* [Problem statement] Go through the entries one line at a time, and gather every line that has the word "paths".
(Beginning of Input material)
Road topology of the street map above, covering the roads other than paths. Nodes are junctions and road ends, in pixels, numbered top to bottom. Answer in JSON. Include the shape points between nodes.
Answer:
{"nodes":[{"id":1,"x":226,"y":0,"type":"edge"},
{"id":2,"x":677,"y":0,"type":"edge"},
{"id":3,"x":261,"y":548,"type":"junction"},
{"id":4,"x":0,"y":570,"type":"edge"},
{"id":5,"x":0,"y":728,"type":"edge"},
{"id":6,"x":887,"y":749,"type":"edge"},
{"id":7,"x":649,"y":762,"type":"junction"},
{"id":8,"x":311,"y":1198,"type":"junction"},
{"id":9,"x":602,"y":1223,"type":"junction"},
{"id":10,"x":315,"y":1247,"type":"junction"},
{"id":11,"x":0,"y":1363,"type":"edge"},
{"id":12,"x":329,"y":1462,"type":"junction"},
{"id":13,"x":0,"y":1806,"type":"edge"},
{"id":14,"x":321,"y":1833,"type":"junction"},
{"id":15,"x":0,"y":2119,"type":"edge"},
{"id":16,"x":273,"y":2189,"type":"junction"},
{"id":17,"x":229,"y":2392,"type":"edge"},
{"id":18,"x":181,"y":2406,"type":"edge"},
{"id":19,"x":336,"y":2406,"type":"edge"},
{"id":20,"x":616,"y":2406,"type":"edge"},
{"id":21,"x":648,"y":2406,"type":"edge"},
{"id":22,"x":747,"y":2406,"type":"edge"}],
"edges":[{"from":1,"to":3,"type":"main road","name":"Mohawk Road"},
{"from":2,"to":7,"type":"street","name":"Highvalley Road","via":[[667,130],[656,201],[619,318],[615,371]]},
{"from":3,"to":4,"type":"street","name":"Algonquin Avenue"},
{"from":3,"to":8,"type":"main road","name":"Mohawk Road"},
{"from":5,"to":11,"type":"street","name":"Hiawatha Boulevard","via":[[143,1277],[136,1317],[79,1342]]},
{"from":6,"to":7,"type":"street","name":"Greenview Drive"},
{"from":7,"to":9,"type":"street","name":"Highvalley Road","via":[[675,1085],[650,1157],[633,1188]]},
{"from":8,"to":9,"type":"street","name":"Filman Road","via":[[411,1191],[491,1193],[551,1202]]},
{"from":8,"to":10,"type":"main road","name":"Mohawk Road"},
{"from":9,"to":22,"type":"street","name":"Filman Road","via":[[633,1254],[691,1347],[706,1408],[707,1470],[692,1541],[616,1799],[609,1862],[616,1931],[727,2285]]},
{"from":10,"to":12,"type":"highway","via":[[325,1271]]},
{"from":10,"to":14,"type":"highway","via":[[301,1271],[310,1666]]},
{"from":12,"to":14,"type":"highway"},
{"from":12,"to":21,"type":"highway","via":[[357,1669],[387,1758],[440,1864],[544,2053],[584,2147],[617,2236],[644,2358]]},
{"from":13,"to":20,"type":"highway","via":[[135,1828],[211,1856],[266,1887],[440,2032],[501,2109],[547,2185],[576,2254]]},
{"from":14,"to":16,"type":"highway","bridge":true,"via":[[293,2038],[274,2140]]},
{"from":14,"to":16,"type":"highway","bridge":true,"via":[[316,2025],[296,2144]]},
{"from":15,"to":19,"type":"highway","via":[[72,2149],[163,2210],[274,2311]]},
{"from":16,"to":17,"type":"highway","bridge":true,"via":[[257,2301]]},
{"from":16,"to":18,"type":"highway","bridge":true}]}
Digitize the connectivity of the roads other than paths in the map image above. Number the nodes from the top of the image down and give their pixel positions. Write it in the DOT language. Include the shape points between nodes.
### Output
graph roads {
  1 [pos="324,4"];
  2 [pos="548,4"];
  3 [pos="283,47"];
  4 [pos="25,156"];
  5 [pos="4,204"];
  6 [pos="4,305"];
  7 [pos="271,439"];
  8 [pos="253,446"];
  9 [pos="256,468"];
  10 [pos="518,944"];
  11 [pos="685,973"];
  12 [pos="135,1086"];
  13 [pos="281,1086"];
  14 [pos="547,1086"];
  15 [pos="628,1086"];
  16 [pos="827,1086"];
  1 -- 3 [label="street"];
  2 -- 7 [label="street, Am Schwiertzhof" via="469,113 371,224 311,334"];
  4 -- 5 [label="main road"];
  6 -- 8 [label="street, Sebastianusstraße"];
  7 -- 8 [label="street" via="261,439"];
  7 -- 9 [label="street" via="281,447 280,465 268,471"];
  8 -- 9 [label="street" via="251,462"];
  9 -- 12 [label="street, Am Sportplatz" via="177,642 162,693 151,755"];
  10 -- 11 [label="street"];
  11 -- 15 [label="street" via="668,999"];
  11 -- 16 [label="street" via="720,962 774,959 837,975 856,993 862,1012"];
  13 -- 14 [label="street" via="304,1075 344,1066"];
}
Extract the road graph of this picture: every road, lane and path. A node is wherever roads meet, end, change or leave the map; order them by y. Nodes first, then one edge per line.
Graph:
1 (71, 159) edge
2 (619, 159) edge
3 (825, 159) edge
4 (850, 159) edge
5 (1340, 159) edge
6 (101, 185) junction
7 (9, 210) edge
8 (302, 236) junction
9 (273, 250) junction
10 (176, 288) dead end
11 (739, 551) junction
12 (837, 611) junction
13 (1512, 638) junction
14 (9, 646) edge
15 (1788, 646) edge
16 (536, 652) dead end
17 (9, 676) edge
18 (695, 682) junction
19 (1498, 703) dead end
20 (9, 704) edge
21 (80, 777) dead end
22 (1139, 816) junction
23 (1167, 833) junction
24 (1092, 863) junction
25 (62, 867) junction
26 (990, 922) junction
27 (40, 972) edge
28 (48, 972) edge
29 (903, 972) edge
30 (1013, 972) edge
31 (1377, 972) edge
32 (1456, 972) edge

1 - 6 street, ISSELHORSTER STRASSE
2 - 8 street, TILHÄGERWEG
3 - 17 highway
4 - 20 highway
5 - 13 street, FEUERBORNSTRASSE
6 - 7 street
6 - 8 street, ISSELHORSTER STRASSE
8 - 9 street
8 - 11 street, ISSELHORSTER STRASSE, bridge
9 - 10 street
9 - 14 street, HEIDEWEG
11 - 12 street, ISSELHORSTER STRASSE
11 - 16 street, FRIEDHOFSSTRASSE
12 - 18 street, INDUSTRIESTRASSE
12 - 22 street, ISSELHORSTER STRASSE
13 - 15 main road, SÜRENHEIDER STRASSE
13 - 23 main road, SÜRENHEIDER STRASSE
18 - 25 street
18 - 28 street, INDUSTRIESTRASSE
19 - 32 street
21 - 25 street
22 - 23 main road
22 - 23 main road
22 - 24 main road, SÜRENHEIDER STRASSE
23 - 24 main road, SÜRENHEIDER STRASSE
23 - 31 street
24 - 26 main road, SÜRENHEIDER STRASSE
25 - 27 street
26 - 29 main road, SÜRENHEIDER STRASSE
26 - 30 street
(End of Input material)
* [Task answer]
Road topology of the street map above, covering the roads other than paths. Nodes are junctions and road ends, in pixels, numbered top to bottom. Answer in JSON. Include the shape points between nodes.
Digitize the connectivity of the roads other than paths in the map image above. Number the nodes from the top of the image down and give their pixel positions. Write it in the DOT language. Include the shape points between nodes.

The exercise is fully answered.